*Work instruction*: Which of the lines below contain the string "mouth"? Pull each one out of the data.

*** Block opens ***

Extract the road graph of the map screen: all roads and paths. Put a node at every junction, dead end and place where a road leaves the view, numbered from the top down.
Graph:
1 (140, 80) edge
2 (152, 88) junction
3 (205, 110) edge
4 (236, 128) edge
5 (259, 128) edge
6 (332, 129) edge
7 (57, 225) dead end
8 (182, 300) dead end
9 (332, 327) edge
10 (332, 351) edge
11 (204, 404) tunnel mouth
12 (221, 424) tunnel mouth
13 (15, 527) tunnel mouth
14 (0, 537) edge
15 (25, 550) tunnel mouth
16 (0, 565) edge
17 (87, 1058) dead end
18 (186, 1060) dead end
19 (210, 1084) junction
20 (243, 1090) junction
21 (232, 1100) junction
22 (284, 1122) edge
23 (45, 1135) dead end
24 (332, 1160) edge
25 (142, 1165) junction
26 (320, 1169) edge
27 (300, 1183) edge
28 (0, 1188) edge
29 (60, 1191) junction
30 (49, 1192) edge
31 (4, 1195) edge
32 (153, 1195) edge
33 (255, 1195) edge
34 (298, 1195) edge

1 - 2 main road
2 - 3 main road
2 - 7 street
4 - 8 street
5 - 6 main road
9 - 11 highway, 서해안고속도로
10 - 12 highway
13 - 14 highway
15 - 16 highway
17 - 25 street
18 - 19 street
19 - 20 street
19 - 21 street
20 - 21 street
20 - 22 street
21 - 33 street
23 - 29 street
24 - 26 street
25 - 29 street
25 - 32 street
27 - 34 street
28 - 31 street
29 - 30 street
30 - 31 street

*** Block closes ***

*Problem solution*:
11 (204, 404) tunnel mouth
12 (221, 424) tunnel mouth
13 (15, 527) tunnel mouth
15 (25, 550) tunnel mouth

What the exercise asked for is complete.